=== What needs to be done ===
Every line below from the one containing "ring mcp: (489, 366)" through the one containing "thumb ip: (478, 365)" must be transcribed exactly. Omit all lines outside that stretch.

Saved entries
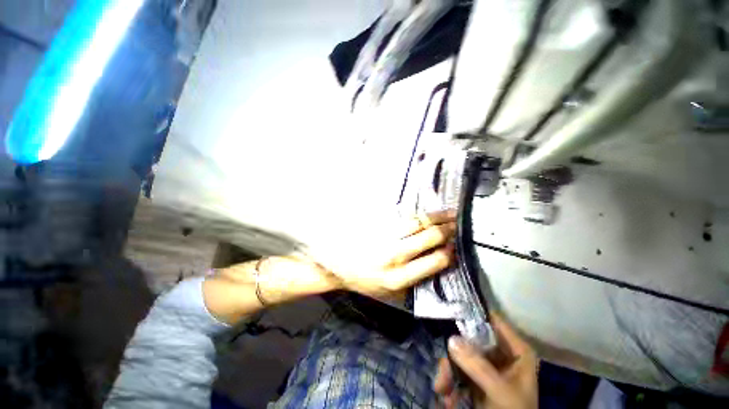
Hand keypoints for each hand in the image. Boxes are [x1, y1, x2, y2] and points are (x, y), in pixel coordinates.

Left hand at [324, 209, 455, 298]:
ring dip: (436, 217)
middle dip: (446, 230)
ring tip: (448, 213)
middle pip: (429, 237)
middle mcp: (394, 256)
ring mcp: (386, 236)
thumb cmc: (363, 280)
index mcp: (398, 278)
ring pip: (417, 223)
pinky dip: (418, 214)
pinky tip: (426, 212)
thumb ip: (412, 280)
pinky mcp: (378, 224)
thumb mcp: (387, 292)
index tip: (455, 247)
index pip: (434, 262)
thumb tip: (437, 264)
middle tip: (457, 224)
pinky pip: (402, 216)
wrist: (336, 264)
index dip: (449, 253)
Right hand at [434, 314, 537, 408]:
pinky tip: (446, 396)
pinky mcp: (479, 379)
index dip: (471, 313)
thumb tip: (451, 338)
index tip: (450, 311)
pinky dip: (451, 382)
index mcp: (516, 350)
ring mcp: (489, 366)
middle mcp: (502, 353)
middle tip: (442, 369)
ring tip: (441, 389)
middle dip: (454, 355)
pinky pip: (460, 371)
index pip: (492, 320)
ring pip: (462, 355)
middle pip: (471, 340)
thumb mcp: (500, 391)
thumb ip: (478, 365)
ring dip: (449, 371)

--

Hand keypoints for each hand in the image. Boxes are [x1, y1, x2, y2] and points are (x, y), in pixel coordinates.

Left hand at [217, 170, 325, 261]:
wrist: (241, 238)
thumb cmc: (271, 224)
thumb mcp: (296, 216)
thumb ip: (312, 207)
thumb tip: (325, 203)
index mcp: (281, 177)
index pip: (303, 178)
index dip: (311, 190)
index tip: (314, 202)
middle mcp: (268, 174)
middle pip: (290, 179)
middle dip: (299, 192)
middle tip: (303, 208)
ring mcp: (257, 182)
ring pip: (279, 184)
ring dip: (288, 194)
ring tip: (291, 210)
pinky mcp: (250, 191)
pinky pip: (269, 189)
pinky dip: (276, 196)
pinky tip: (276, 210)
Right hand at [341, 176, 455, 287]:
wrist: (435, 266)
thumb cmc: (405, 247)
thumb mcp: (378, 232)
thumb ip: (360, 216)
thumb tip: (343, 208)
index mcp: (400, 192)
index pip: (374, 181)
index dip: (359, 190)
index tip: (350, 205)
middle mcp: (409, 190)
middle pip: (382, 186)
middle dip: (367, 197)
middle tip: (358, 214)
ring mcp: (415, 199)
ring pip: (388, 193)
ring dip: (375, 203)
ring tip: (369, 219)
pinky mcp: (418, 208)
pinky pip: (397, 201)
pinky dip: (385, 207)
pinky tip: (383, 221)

=== Reply ===
ring mcp: (489, 366)
middle mcp: (502, 353)
middle tip: (442, 369)
ring tip: (441, 389)
middle dip: (454, 355)
pinky pip: (460, 371)
index pip: (492, 320)
ring pip: (462, 355)
middle pip: (471, 340)
thumb mcp: (500, 391)
thumb ip: (478, 365)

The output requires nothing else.